Edit: FWIW, the same request as shown by GH_DEBUG=api used in the GraphQL Explorer is successful, so this is specific to the GitHub CLI for me.

@bewuethr Is the GraphQL Explorer using the same token that your GitHub CLI uses? I think you can print out the token that your GitHub CLI uses with gh auth token.

[bewuethr]

@bewuethr Is the GraphQL Explorer using the same token that your GitHub CLI uses? I think you can print out the token that your GitHub CLI uses with gh auth token.

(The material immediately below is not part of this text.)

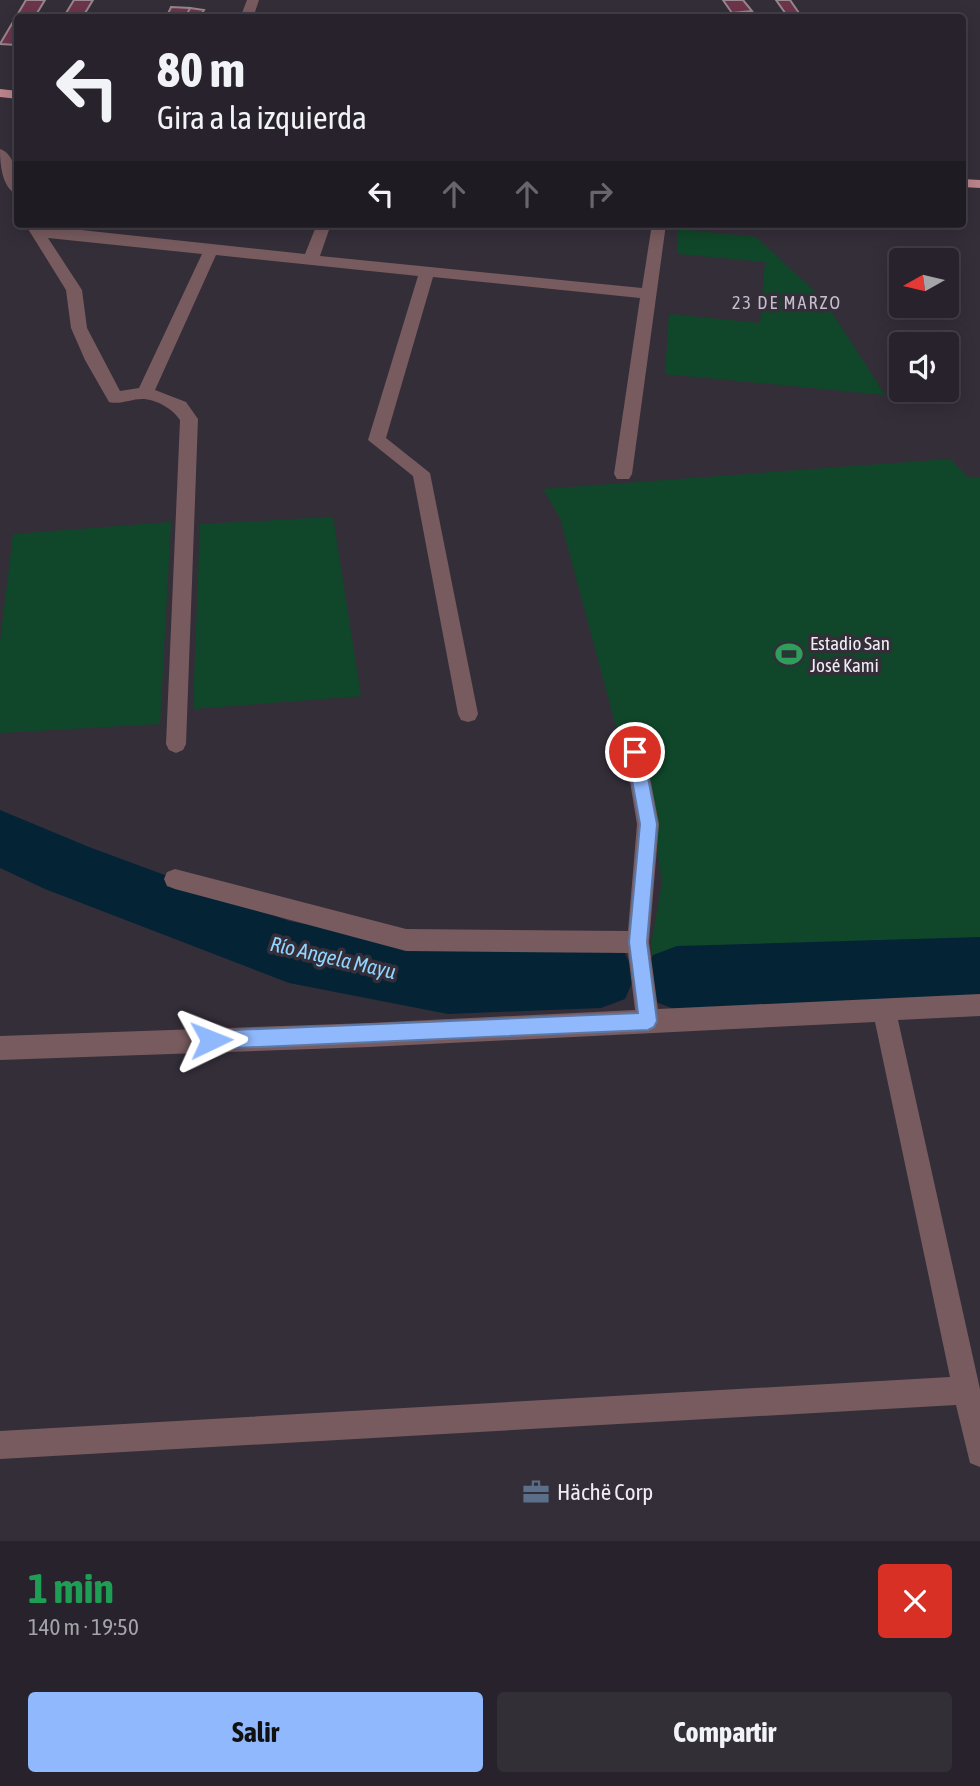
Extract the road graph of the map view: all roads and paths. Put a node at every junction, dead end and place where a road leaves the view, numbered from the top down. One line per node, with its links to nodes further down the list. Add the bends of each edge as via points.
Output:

I don't think so, the explorer registers itself as an OAuth app with my GitHub account. I could try and make the identical API call using curl and the same token as the CLI uses, though.

[StevenJL]

I am also reporting that I have this problem as well.

[austospumanto]

I don't think so, the explorer registers itself as an OAuth app with my GitHub account.

Yeah that seems to be the case - it registered itself as an OAuth app with my GitHub account as well when I was setting it up. Can confirm that the same query worked for me as well on the Explorer.

I could try and make the identical API call using curl and the same token as the CLI uses, though.

I'd be interested to see the result of this.

[beahues]

@bewuethr

gh repo list ORG --visibility internal

and

gh repo list ORG --visibility private

have identical responses, i.e., all the private repos are missing.

This is a different bug of #5942 🤣, I was just saying it worked on one type for me but not the other.

[BryantUng-at]

I'm seeing this problem too!

[dannyskoog]

Same here. Started having this problem out of the blue just now

[beahues]

Just started working for me again! How strange.

[weirdan]

https://www.githubstatus.com/incidents/psdymfgt6p7q

[samcoe]

Thanks everyone for writing in! As @weirdan pointed out there was a platform problem that was causing this issue. The platform issue should be resolved now but I will leave this issue open for a little while longer so that it is easily discoverable for people who are still encountering it while the fix propagates through the GitHub servers.